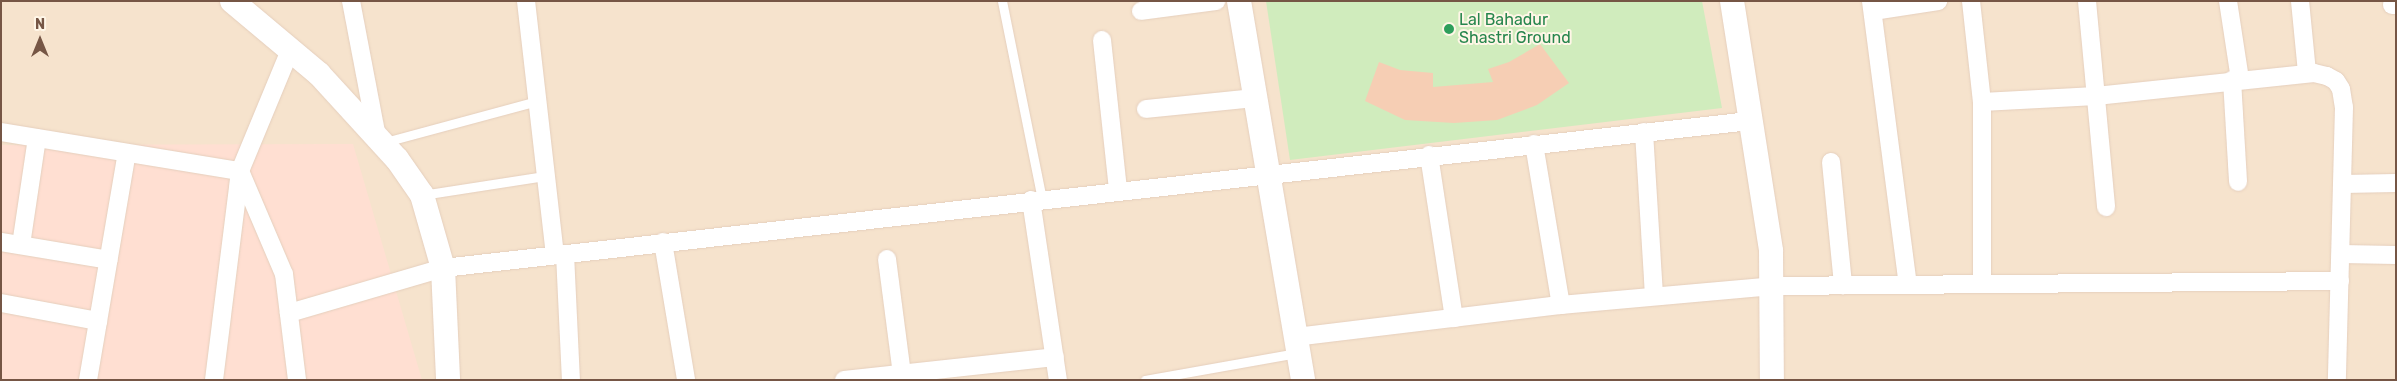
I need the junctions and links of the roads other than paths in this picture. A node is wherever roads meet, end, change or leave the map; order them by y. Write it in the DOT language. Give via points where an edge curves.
graph roads {
  1 [pos="351,1"];
  2 [pos="526,1"];
  3 [pos="1002,1"];
  4 [pos="1216,1"];
  5 [pos="1239,1"];
  6 [pos="1732,1"];
  7 [pos="1938,1"];
  8 [pos="1971,1"];
  9 [pos="2087,1"];
  10 [pos="2228,1"];
  11 [pos="2300,1"];
  12 [pos="235,2"];
  13 [pos="1872,6"];
  14 [pos="1141,12"];
  15 [pos="1102,40"];
  16 [pos="290,50"];
  17 [pos="2307,73"];
  18 [pos="2236,80"];
  19 [pos="2096,96"];
  20 [pos="1255,98"];
  21 [pos="537,101"];
  22 [pos="1982,102"];
  23 [pos="1146,109"];
  24 [pos="1750,121"];
  25 [pos="1,132"];
  26 [pos="1644,132"];
  27 [pos="37,138"];
  28 [pos="380,140"];
  29 [pos="1534,144"];
  30 [pos="127,153"];
  31 [pos="1429,155"];
  32 [pos="1831,162"];
  33 [pos="240,171"];
  34 [pos="1267,173"];
  35 [pos="545,176"];
  36 [pos="2238,182"];
  37 [pos="2396,183"];
  38 [pos="2343,184"];
  39 [pos="1118,190"];
  40 [pos="422,195"];
  41 [pos="1037,199"];
  42 [pos="2106,207"];
  43 [pos="1,242"];
  44 [pos="663,242"];
  45 [pos="21,245"];
  46 [pos="560,254"];
  47 [pos="2341,254"];
  48 [pos="2396,255"];
  49 [pos="887,259"];
  50 [pos="108,260"];
  51 [pos="443,268"];
  52 [pos="2340,281"];
  53 [pos="1982,284"];
  54 [pos="1843,285"];
  55 [pos="1908,285"];
  56 [pos="1772,286"];
  57 [pos="1654,296"];
  58 [pos="1,303"];
  59 [pos="1562,305"];
  60 [pos="289,313"];
  61 [pos="1454,318"];
  62 [pos="98,321"];
  63 [pos="1296,345"];
  64 [pos="1055,357"];
  65 [pos="902,374"];
  66 [pos="88,380"];
  67 [pos="214,380"];
  68 [pos="297,380"];
  69 [pos="448,380"];
  70 [pos="571,380"];
  71 [pos="686,380"];
  72 [pos="844,380"];
  73 [pos="1058,380"];
  74 [pos="1144,380"];
  75 [pos="1303,380"];
  76 [pos="1772,380"];
  77 [pos="2337,380"];
  1 -- 28 [label="street"];
  2 -- 21 [label="street"];
  3 -- 41 [label="lane"];
  4 -- 14 [label="street"];
  5 -- 20 [label="street"];
  6 -- 24 [label="street"];
  7 -- 13 [label="street"];
  8 -- 22 [label="street"];
  9 -- 19 [label="street"];
  10 -- 18 [label="street"];
  11 -- 17 [label="street"];
  12 -- 16 [label="street"];
  13 -- 55 [label="street"];
  15 -- 39 [label="street"];
  16 -- 28 [label="street" via="319,74"];
  16 -- 33 [label="street"];
  17 -- 18 [label="street"];
  17 -- 38 [label="street" via="2327,76 2341,89"];
  18 -- 19 [label="street"];
  18 -- 36 [label="street"];
  19 -- 22 [label="street"];
  19 -- 42 [label="street"];
  20 -- 23 [label="street"];
  20 -- 34 [label="street"];
  21 -- 28 [label="lane"];
  21 -- 35 [label="street"];
  22 -- 53 [label="street"];
  24 -- 26 [label="street"];
  24 -- 56 [label="street" via="1771,251"];
  25 -- 27 [label="street"];
  26 -- 29 [label="street"];
  26 -- 57 [label="street"];
  27 -- 30 [label="street"];
  27 -- 45 [label="street"];
  28 -- 40 [label="street"];
  29 -- 31 [label="street"];
  29 -- 59 [label="street"];
  30 -- 33 [label="street"];
  30 -- 50 [label="street"];
  31 -- 34 [label="street"];
  31 -- 61 [label="street"];
  32 -- 54 [label="street"];
  33 -- 60 [label="street" via="284,274"];
  33 -- 67 [label="street"];
  34 -- 39 [label="street"];
  34 -- 63 [label="street"];
  35 -- 40 [label="lane"];
  35 -- 46 [label="street"];
  37 -- 38 [label="street"];
  38 -- 47 [label="street"];
  39 -- 41 [label="street"];
  40 -- 51 [label="street"];
  41 -- 44 [label="street"];
  41 -- 64 [label="street"];
  43 -- 45 [label="street"];
  44 -- 46 [label="street"];
  44 -- 71 [label="street"];
  45 -- 50 [label="street"];
  46 -- 51 [label="street"];
  46 -- 70 [label="street"];
  47 -- 48 [label="street"];
  47 -- 52 [label="street"];
  49 -- 65 [label="street"];
  50 -- 62 [label="street"];
  51 -- 60 [label="street"];
  51 -- 69 [label="street"];
  52 -- 53 [label="street"];
  52 -- 77 [label="street"];
  53 -- 55 [label="street"];
  54 -- 55 [label="street"];
  54 -- 56 [label="street"];
  56 -- 57 [label="street"];
  56 -- 76 [label="street"];
  57 -- 59 [label="street"];
  58 -- 62 [label="street"];
  59 -- 61 [label="street"];
  60 -- 68 [label="street"];
  61 -- 63 [label="street"];
  62 -- 66 [label="street"];
  63 -- 74 [label="lane"];
  63 -- 75 [label="street"];
  64 -- 65 [label="street"];
  64 -- 73 [label="street"];
  65 -- 72 [label="street"];
}
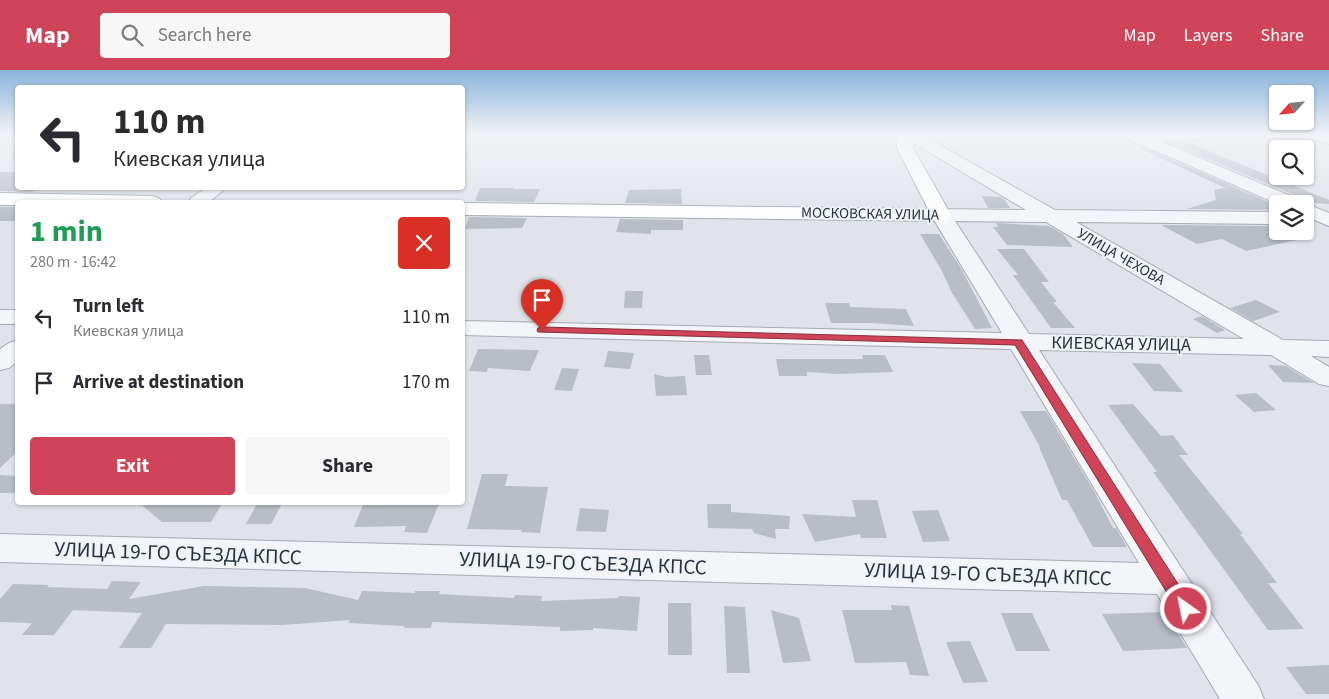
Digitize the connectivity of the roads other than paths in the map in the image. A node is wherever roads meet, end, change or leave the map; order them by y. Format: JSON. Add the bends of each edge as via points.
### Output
{"nodes":[{"id":1,"x":913,"y":163,"type":"edge"},
{"id":2,"x":965,"y":163,"type":"edge"},
{"id":3,"x":1200,"y":163,"type":"edge"},
{"id":4,"x":214,"y":190,"type":"edge"},
{"id":5,"x":1272,"y":195,"type":"edge"},
{"id":6,"x":0,"y":199,"type":"edge"},
{"id":7,"x":51,"y":200,"type":"edge"},
{"id":8,"x":201,"y":200,"type":"edge"},
{"id":9,"x":465,"y":209,"type":"edge"},
{"id":10,"x":1314,"y":213,"type":"edge"},
{"id":11,"x":941,"y":215,"type":"junction"},
{"id":12,"x":1051,"y":216,"type":"junction"},
{"id":13,"x":1269,"y":218,"type":"edge"},
{"id":14,"x":1314,"y":218,"type":"edge"},
{"id":15,"x":1328,"y":219,"type":"edge"},
{"id":16,"x":0,"y":317,"type":"edge"},
{"id":17,"x":15,"y":317,"type":"edge"},
{"id":18,"x":465,"y":328,"type":"edge"},
{"id":19,"x":1018,"y":342,"type":"junction"},
{"id":20,"x":1278,"y":348,"type":"junction"},
{"id":21,"x":1329,"y":349,"type":"edge"},
{"id":22,"x":15,"y":350,"type":"edge"},
{"id":23,"x":0,"y":362,"type":"edge"},
{"id":24,"x":1329,"y":378,"type":"edge"},
{"id":25,"x":0,"y":548,"type":"edge"},
{"id":26,"x":1166,"y":579,"type":"junction"},
{"id":27,"x":1243,"y":699,"type":"edge"}],
"edges":[{"from":1,"to":11,"type":"main road"},
{"from":2,"to":12,"type":"street","name":"УЛИЦА ЧЕХОВА"},
{"from":3,"to":5,"type":"street"},
{"from":4,"to":8,"type":"street"},
{"from":6,"to":7,"type":"main road"},
{"from":9,"to":11,"type":"main road","name":"МОСКОВСКАЯ УЛИЦА"},
{"from":10,"to":15,"type":"street"},
{"from":11,"to":12,"type":"street","name":"МОСКОВСКАЯ УЛИЦА"},
{"from":11,"to":19,"type":"street"},
{"from":12,"to":13,"type":"street","name":"МОСКОВСКАЯ УЛИЦА"},
{"from":12,"to":20,"type":"street","name":"УЛИЦА ЧЕХОВА"},
{"from":14,"to":15,"type":"street"},
{"from":16,"to":17,"type":"street"},
{"from":18,"to":19,"type":"street","name":"КИЕВСКАЯ УЛИЦА"},
{"from":19,"to":20,"type":"street","name":"КИЕВСКАЯ УЛИЦА"},
{"from":19,"to":26,"type":"street"},
{"from":20,"to":21,"type":"street","name":"КИЕВСКАЯ УЛИЦА"},
{"from":20,"to":24,"type":"street","name":"УЛИЦА ЧЕХОВА"},
{"from":22,"to":23,"type":"street"},
{"from":25,"to":26,"type":"street","name":"УЛИЦА 19-ГО СЪЕЗДА КПСС"},
{"from":26,"to":27,"type":"street"}]}
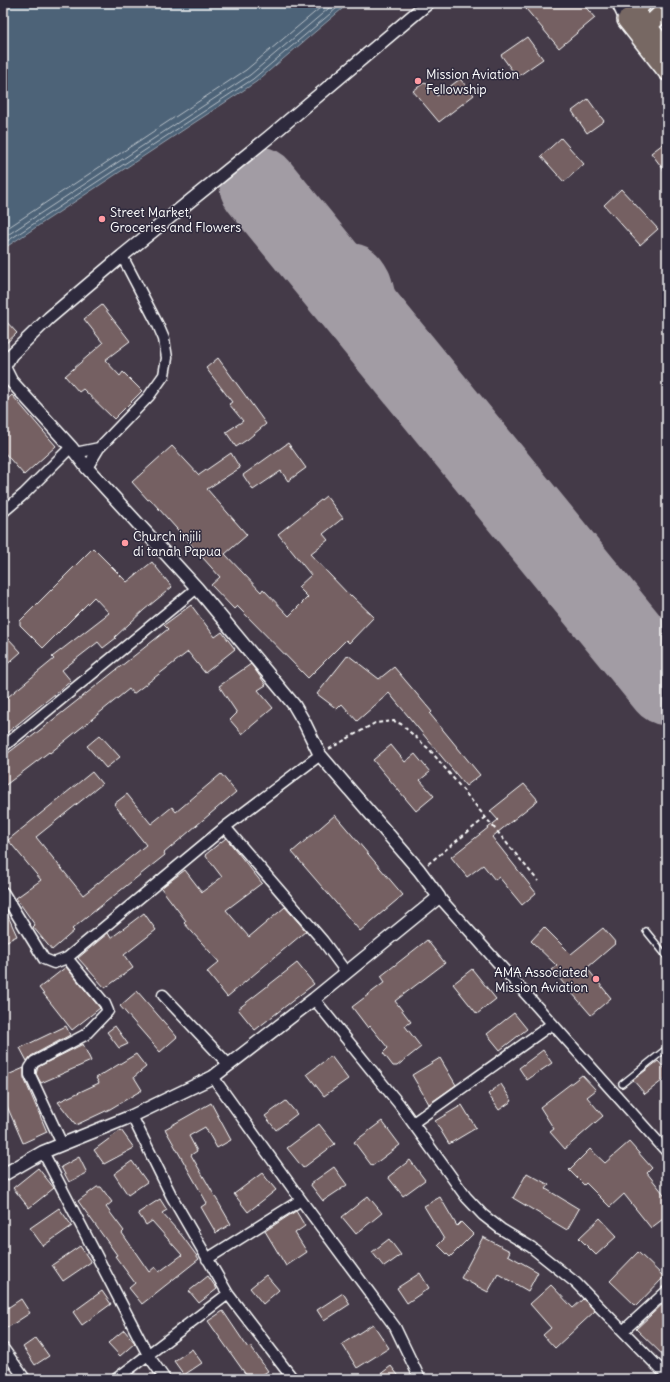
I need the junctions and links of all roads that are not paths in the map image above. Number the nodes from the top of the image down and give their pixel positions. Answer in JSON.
{"nodes":[{"id":1,"x":428,"y":3,"type":"edge"},
{"id":2,"x":618,"y":3,"type":"edge"},
{"id":3,"x":667,"y":8,"type":"edge"},
{"id":4,"x":632,"y":9,"type":"edge"},
{"id":5,"x":643,"y":31,"type":"junction"},
{"id":6,"x":667,"y":49,"type":"edge"},
{"id":7,"x":667,"y":72,"type":"edge"},
{"id":8,"x":122,"y":256,"type":"junction"},
{"id":9,"x":4,"y":368,"type":"edge"},
{"id":10,"x":99,"y":448,"type":"junction"},
{"id":11,"x":73,"y":450,"type":"junction"},
{"id":12,"x":87,"y":468,"type":"junction"},
{"id":13,"x":3,"y":512,"type":"edge"},
{"id":14,"x":197,"y":588,"type":"junction"},
{"id":15,"x":3,"y":747,"type":"edge"},
{"id":16,"x":320,"y":755,"type":"junction"},
{"id":17,"x":225,"y":827,"type":"junction"},
{"id":18,"x":3,"y":892,"type":"edge"},
{"id":19,"x":439,"y":897,"type":"junction"},
{"id":20,"x":6,"y":905,"type":"edge"},
{"id":21,"x":646,"y":931,"type":"dead end"},
{"id":22,"x":67,"y":958,"type":"junction"},
{"id":23,"x":667,"y":958,"type":"edge"},
{"id":24,"x":346,"y":972,"type":"junction"},
{"id":25,"x":163,"y":995,"type":"dead end"},
{"id":26,"x":314,"y":999,"type":"junction"},
{"id":27,"x":552,"y":1024,"type":"junction"},
{"id":28,"x":667,"y":1048,"type":"edge"},
{"id":29,"x":230,"y":1065,"type":"junction"},
{"id":30,"x":213,"y":1077,"type":"junction"},
{"id":31,"x":622,"y":1084,"type":"dead end"},
{"id":32,"x":132,"y":1116,"type":"junction"},
{"id":33,"x":413,"y":1123,"type":"junction"},
{"id":34,"x":62,"y":1144,"type":"junction"},
{"id":35,"x":43,"y":1152,"type":"junction"},
{"id":36,"x":667,"y":1152,"type":"edge"},
{"id":37,"x":3,"y":1175,"type":"edge"},
{"id":38,"x":300,"y":1200,"type":"junction"},
{"id":39,"x":207,"y":1259,"type":"junction"},
{"id":40,"x":667,"y":1291,"type":"edge"},
{"id":41,"x":228,"y":1294,"type":"junction"},
{"id":42,"x":623,"y":1330,"type":"junction"},
{"id":43,"x":3,"y":1348,"type":"edge"},
{"id":44,"x":148,"y":1355,"type":"junction"},
{"id":45,"x":667,"y":1376,"type":"edge"},
{"id":46,"x":24,"y":1379,"type":"edge"},
{"id":47,"x":116,"y":1379,"type":"edge"},
{"id":48,"x":165,"y":1379,"type":"edge"},
{"id":49,"x":293,"y":1379,"type":"edge"},
{"id":50,"x":420,"y":1379,"type":"edge"}],
"edges":[{"from":1,"to":8,"type":"street"},
{"from":2,"to":4,"type":"street"},
{"from":3,"to":5,"type":"highway"},
{"from":4,"to":5,"type":"highway"},
{"from":5,"to":6,"type":"highway"},
{"from":5,"to":7,"type":"highway"},
{"from":8,"to":9,"type":"street"},
{"from":8,"to":10,"type":"street"},
{"from":9,"to":11,"type":"street"},
{"from":10,"to":11,"type":"street"},
{"from":10,"to":12,"type":"street"},
{"from":11,"to":12,"type":"street"},
{"from":11,"to":13,"type":"street"},
{"from":12,"to":14,"type":"street"},
{"from":14,"to":15,"type":"street"},
{"from":14,"to":16,"type":"street"},
{"from":16,"to":17,"type":"street"},
{"from":16,"to":19,"type":"street"},
{"from":17,"to":22,"type":"street"},
{"from":17,"to":24,"type":"street"},
{"from":18,"to":20,"type":"street"},
{"from":19,"to":24,"type":"street"},
{"from":19,"to":27,"type":"street"},
{"from":20,"to":22,"type":"street"},
{"from":21,"to":23,"type":"lane"},
{"from":22,"to":34,"type":"street"},
{"from":24,"to":26,"type":"street"},
{"from":25,"to":29,"type":"street"},
{"from":26,"to":29,"type":"street"},
{"from":26,"to":33,"type":"street"},
{"from":27,"to":33,"type":"street"},
{"from":27,"to":36,"type":"street"},
{"from":28,"to":31,"type":"lane"},
{"from":29,"to":30,"type":"street"},
{"from":30,"to":32,"type":"street"},
{"from":30,"to":38,"type":"street"},
{"from":32,"to":34,"type":"street"},
{"from":32,"to":39,"type":"street"},
{"from":33,"to":42,"type":"street"},
{"from":34,"to":35,"type":"street"},
{"from":35,"to":37,"type":"street"},
{"from":35,"to":44,"type":"street"},
{"from":38,"to":39,"type":"street"},
{"from":38,"to":50,"type":"street"},
{"from":39,"to":41,"type":"street"},
{"from":40,"to":42,"type":"street"},
{"from":41,"to":44,"type":"street"},
{"from":41,"to":49,"type":"street"},
{"from":42,"to":45,"type":"street"},
{"from":43,"to":46,"type":"street"},
{"from":44,"to":47,"type":"street"},
{"from":44,"to":48,"type":"street"}]}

- - - -

--- Directions ---
From the records above, pull every line that carries the word "dead".

--- Output ---
{"id":21,"x":646,"y":931,"type":"dead end"},
{"id":25,"x":163,"y":995,"type":"dead end"},
{"id":31,"x":622,"y":1084,"type":"dead end"},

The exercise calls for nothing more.